Novel Markov chain Monte Carlo methods for high-dimensional statistics.

Lead Research Organisation: University of Oxford
Department Name: Statistics

Abstract

Markov chain Monte Carlo (MCMC) are the tools of choice to explore complex non-standard probability distributions.
These algorithms have been introduced over 60 years ago, yet it remains a very active research area as we
now face increasingly difficult challenges. Namely it is now expected for these algorithms to work in high-dimensional settings
and in the presence of very large datasets.

The aims and objectives of this project is to address these challenges by developing novel Markov chain Monte Carlo (MCMC)
algorithms which scale to high-dimensional scenarios in a data rich enviromnent. A sharp theoretical analysis of these novel MCMC schemes
will also been provided and they will be demonstrated on a variety of challenging statistical applications.

Much work has been recently done on the analysis of the unadjusted Langevin algorithm in scenarios where the target distributions are log-concave.
However, the log-concavity assumption is very restrictive and the unadjusted Langevin algorithm introduces some undesirable bias.
We will develop novel schemes which provide consistent estimates and will aim to develop a theoretical analysis that bypasses the log-concavity assumption.
In particular, we plan to focus on the development of non-reversible schemes.

The longer term benefits of this project are also closely linked to the RCUK Digital Economy programme. MCMC are widely used to analyze complex datasets and can be used to develop novel collaborative
filtering and topic modelling techniques for example. It is thus expected that benefits will be experienced in the medium term by the general
public; e.g. the development of more powerful search engines and recommender systems, better credit card scoring techniques, improved
methods for identity fraud detection etc. Many aspect of computational finance could also readily benefit from them.

Publications

10 25 50

publication icon
Hayou Soufiane (2020) Robust Pruning at Initialization in arXiv e-prints

Studentship Projects

Project Reference Relationship Related To Start End Student Name
EP/N509711/1 01/10/2016 30/09/2021
1929843 Studentship EP/N509711/1 01/10/2017 30/09/2020 Soufiane Hayou
 
Description Deep neural networks have become extremely popular as they achieve state-of-the-art performance on a variety of important applications including language processing and computer vision. The success of these models has motivated the use of increasingly deep networks and stimulated a large body of work to understand their theoretical properties. To cite a few results in this direction, Montufar et al. (2014) have shown that neural networks have exponential expressive power with respect to the depth while Poole et al. (2017) obtained similar results using a topological measure of expressiveness. This high expressive power combined with the advances in the optimization algorithms (Duchi et al. (2011)) have made deep neural networks the model of choice for many tasks.
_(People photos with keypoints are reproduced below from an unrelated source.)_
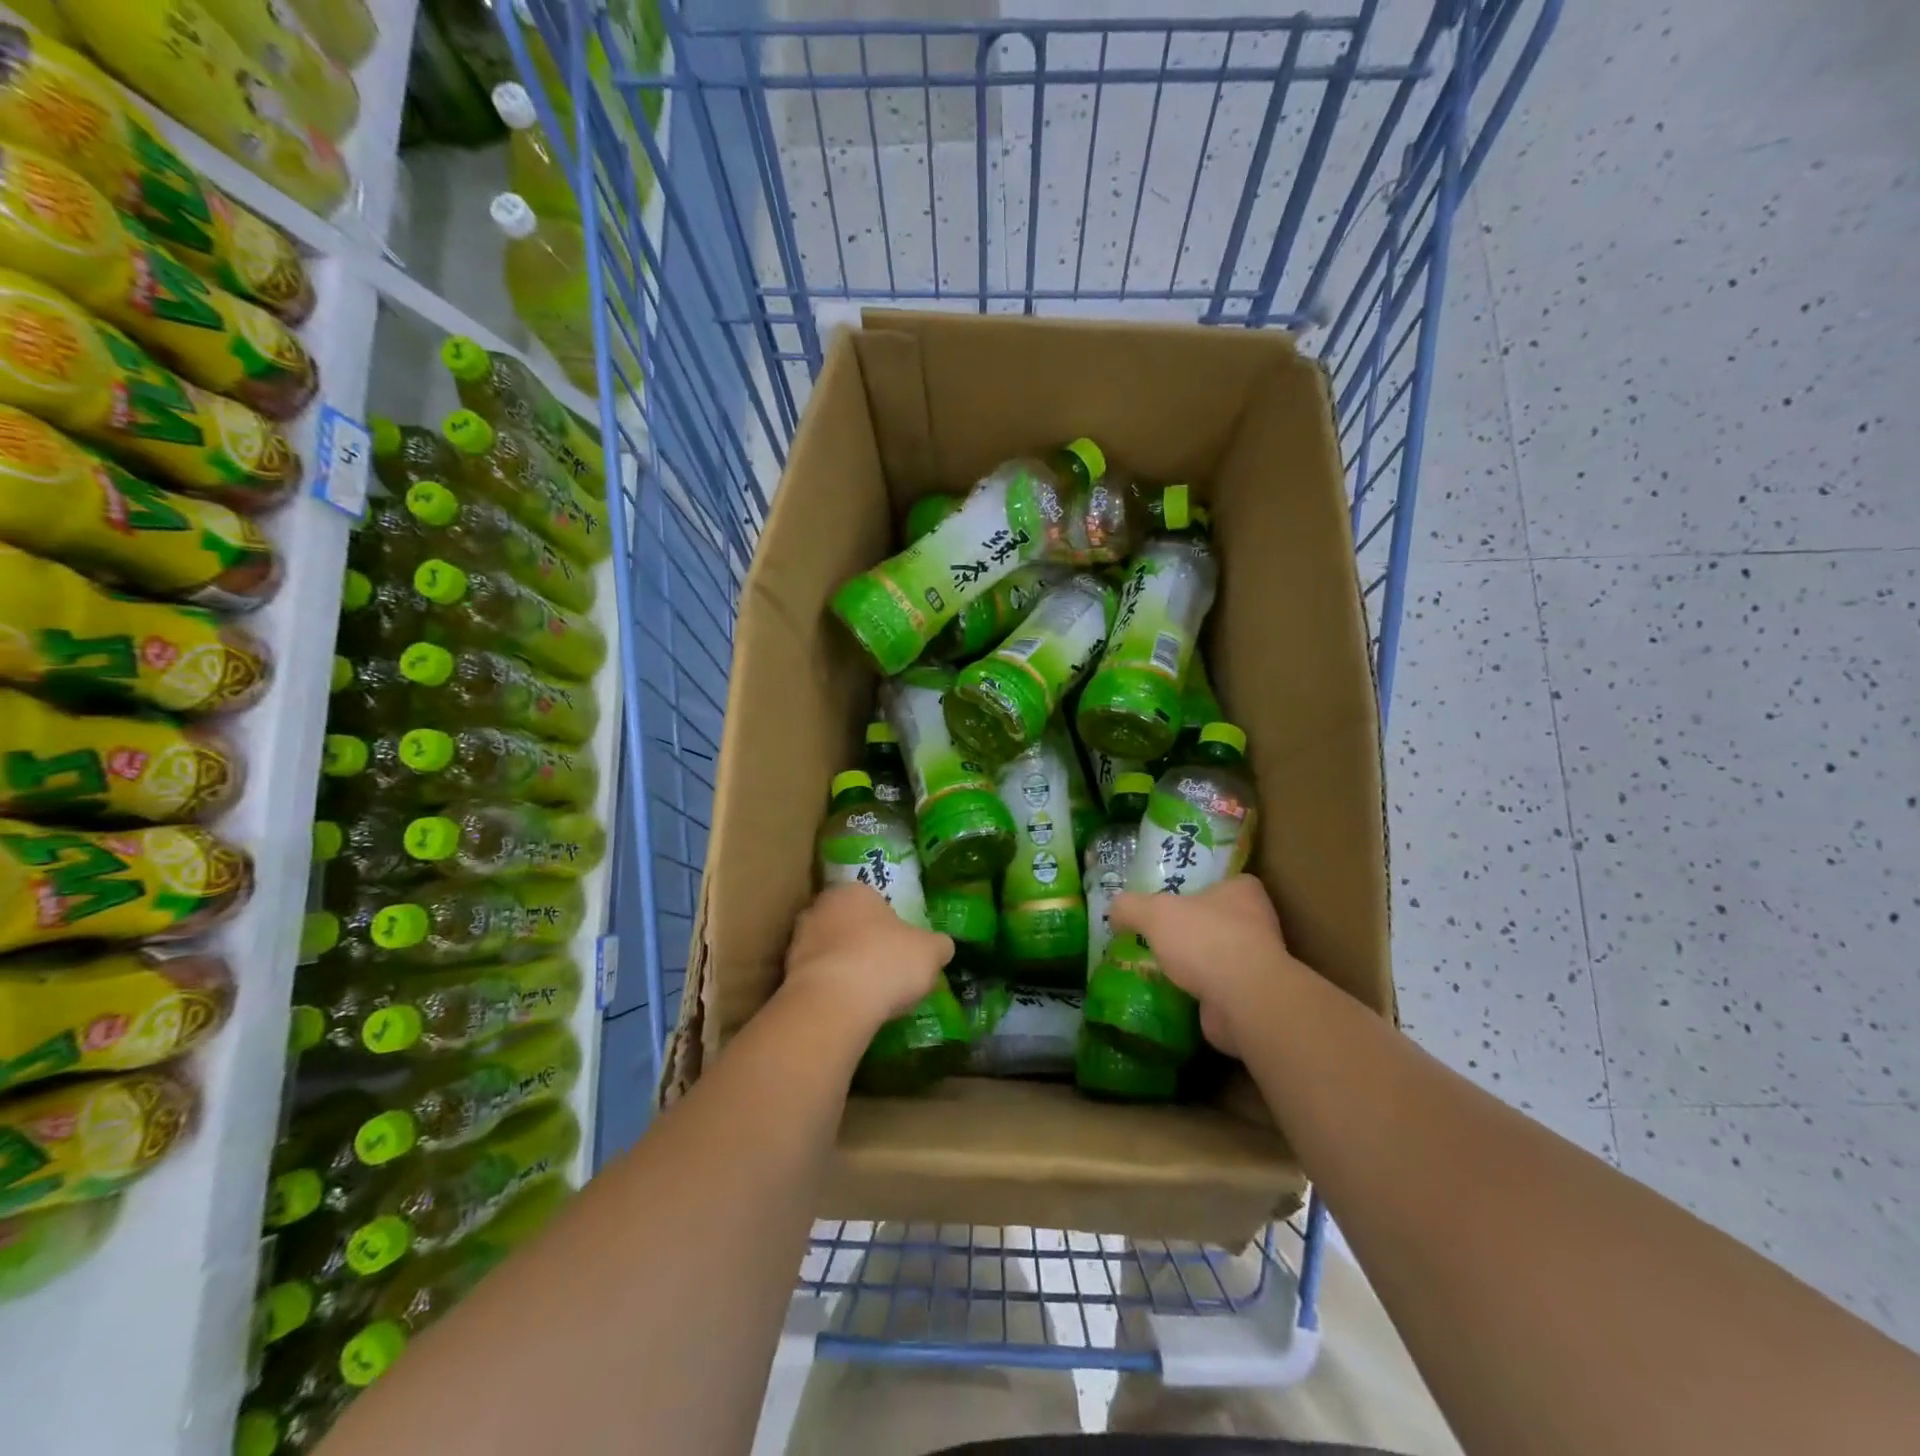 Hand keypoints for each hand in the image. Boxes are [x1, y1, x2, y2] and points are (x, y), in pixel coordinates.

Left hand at [782, 882, 952, 1037]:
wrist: (834, 1003)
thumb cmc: (885, 962)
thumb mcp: (930, 952)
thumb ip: (938, 945)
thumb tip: (941, 947)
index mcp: (855, 890)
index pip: (873, 900)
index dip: (888, 924)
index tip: (898, 947)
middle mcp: (821, 906)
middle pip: (846, 922)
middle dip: (860, 940)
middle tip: (882, 967)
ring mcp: (798, 939)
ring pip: (827, 948)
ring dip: (842, 964)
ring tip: (864, 993)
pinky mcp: (785, 974)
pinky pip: (815, 977)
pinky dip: (829, 988)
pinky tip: (845, 1007)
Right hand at [1108, 875, 1301, 1056]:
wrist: (1244, 1001)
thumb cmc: (1205, 940)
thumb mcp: (1154, 912)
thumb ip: (1130, 907)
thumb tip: (1114, 912)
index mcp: (1242, 890)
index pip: (1218, 881)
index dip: (1192, 888)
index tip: (1165, 899)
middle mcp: (1256, 921)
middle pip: (1213, 918)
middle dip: (1186, 928)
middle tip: (1153, 933)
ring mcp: (1256, 961)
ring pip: (1214, 954)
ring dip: (1191, 962)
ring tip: (1155, 965)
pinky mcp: (1250, 995)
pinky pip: (1215, 986)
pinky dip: (1195, 990)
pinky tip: (1169, 992)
Our work is divided into three chapters :
- In the first chapter, we explore the theoretical properties of large neural networks. We particularly discuss the concept of 'information propagation' through a neural networks, which gives insights on how inputs propagates inside the network. We introduce a large class of 'activation functions' that, according to our analysis, provides better information propagation compared to standard functions.

- In the second chapter, we discuss the problem of training deep neural networks. Jacot et al. (2018) showed that training neural networks can be described with a mathematical tool named Neural Tangent Kernel (NTK). We bridge the gap between the two previous concepts of Neural Tangent Kernel and Initialization for Deep Neural Networks. More precisely, we study the impact of the initialization and the activation function on the NTK as the network becomes very deep. We prove that only an initialization known as the Edge of Chaos leads to efficient training.

- In the third chapter, we derive principled guidelines for neural networks compression. Pruning Deep Neural Networks has recently attracted the interest of many researchers. Indeed, reducing the size of Deep Neural Networks while keeping the performance is crucial for the use of such models on devices with limited computational power. While most Pruning Algorithms rely on pre-trained neural networks (i.e. the algorithm prune an already trained network), a new direction of Pruning Neural Networks at Initialization has shown some promising results (Lee et al. (2018), Wang et al. (2019)). These works suggest pruning the network at Initialization and train the resulting sparse network. In the third Chapter, we give a comprehensive analysis of Pruning at initialization and derive principled guidelines in order to avoid structural anomalies in the resulting sparse network.
Exploitation Route The choice of Initialization is crucial for the training of deep neural networks. Our research paper "On the Impact of the Activation Function on Deep Neural Networks Training" published in the International Conference on Machine Learning 2019 (ICML 2019) shows that combining an initialization known as the Edge of Chaos with a class of smooth activation functions leads to efficient training of deep models. We believe this might have a big impact on the use of such models in practice, e.g. in image recognition (auto-driving cars, medical imaging etc) and language processing (voice recognition, automatic translation etc) as it could significantly enhance the performance of such models.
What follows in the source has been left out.